What is expected:
Only the lines with "Thanlwin" in the entries below belong in the answer; please copy them.

Source records:
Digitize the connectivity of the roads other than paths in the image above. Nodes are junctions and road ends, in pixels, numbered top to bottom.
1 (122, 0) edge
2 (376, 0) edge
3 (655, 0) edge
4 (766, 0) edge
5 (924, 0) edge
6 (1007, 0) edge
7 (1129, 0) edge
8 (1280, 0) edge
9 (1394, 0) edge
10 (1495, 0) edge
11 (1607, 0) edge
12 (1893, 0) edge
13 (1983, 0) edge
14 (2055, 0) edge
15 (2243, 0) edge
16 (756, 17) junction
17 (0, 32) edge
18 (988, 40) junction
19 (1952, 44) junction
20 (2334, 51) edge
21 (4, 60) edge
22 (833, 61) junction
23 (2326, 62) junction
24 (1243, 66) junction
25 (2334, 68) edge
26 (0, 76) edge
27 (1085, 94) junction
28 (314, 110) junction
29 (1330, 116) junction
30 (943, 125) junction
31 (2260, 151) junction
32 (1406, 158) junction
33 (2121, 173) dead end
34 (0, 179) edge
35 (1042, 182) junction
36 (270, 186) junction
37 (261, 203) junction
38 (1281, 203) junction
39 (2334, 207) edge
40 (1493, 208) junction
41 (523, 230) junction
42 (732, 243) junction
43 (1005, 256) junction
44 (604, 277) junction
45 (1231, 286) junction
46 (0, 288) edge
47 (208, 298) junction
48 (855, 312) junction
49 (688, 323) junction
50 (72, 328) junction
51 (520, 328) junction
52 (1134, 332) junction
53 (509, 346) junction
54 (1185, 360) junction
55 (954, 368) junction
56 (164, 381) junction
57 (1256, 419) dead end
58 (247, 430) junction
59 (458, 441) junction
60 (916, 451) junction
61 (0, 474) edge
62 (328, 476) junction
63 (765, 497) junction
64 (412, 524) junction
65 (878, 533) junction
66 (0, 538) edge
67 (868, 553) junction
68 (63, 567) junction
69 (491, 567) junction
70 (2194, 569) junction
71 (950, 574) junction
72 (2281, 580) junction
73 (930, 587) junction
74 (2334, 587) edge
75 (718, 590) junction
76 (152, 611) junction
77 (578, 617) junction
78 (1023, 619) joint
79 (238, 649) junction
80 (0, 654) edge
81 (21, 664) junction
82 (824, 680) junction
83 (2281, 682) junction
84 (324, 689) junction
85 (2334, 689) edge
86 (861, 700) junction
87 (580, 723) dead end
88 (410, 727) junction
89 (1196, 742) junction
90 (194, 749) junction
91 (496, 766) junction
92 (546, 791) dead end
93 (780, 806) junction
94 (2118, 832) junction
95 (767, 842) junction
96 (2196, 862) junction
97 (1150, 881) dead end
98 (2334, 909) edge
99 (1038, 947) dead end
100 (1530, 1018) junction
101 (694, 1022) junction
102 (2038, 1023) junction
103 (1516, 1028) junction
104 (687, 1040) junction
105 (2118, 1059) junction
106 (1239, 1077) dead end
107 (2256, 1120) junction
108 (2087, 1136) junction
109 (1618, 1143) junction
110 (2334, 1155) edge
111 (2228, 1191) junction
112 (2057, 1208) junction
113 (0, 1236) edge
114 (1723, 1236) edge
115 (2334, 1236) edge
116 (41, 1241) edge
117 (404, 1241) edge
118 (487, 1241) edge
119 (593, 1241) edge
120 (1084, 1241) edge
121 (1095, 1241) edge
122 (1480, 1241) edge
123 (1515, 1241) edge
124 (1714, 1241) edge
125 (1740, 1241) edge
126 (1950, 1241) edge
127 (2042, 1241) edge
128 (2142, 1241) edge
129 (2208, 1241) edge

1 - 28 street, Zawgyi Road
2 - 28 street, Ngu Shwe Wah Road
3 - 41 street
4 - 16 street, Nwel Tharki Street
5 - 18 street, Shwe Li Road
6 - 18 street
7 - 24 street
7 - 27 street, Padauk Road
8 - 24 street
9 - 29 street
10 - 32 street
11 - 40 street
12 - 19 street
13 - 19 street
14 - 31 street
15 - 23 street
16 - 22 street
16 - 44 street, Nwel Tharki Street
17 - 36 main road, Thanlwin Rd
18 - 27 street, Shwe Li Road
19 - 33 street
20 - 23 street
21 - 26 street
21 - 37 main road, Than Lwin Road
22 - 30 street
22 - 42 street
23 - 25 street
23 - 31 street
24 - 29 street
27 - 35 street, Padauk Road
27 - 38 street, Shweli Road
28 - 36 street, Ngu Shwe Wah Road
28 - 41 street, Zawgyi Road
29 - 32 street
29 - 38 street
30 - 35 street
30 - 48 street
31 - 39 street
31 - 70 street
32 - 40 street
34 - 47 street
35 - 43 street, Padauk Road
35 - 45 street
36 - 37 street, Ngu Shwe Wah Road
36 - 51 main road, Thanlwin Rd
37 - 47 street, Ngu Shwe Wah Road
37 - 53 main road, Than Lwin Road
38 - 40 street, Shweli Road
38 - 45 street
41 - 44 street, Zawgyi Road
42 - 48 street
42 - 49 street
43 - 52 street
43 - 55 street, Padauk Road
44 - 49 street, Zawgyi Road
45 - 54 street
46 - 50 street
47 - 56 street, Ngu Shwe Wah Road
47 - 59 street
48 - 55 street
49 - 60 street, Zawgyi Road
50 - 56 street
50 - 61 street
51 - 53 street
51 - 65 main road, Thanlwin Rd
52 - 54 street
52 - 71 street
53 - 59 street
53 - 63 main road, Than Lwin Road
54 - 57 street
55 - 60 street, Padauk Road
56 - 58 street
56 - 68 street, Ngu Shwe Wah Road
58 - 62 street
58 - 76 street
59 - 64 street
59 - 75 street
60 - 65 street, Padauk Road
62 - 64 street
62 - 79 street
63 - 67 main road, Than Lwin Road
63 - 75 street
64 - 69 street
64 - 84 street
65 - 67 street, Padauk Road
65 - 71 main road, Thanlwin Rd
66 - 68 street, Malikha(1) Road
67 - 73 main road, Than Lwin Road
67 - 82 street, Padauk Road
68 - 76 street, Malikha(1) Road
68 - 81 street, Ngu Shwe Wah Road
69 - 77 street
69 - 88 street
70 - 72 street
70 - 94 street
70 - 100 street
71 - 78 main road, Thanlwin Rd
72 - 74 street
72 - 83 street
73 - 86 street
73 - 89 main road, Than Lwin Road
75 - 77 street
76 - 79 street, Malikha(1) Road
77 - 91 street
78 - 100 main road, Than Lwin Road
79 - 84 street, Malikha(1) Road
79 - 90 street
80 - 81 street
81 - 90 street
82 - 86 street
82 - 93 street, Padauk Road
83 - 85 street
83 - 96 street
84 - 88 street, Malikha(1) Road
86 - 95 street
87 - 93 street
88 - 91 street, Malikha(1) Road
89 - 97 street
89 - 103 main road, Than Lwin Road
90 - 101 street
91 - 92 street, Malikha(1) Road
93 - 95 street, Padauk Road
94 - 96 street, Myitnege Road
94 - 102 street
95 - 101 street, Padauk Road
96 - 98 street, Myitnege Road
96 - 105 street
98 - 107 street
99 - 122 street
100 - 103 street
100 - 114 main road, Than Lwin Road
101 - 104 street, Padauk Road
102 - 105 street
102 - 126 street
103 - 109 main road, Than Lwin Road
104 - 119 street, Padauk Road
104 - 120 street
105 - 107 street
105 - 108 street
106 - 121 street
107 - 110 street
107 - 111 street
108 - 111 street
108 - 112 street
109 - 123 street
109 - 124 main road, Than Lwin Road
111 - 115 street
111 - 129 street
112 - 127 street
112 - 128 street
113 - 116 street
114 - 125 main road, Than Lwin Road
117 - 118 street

The completed task:
17 - 36 main road, Thanlwin Rd
36 - 51 main road, Thanlwin Rd
51 - 65 main road, Thanlwin Rd
65 - 71 main road, Thanlwin Rd
71 - 78 main road, Thanlwin Rd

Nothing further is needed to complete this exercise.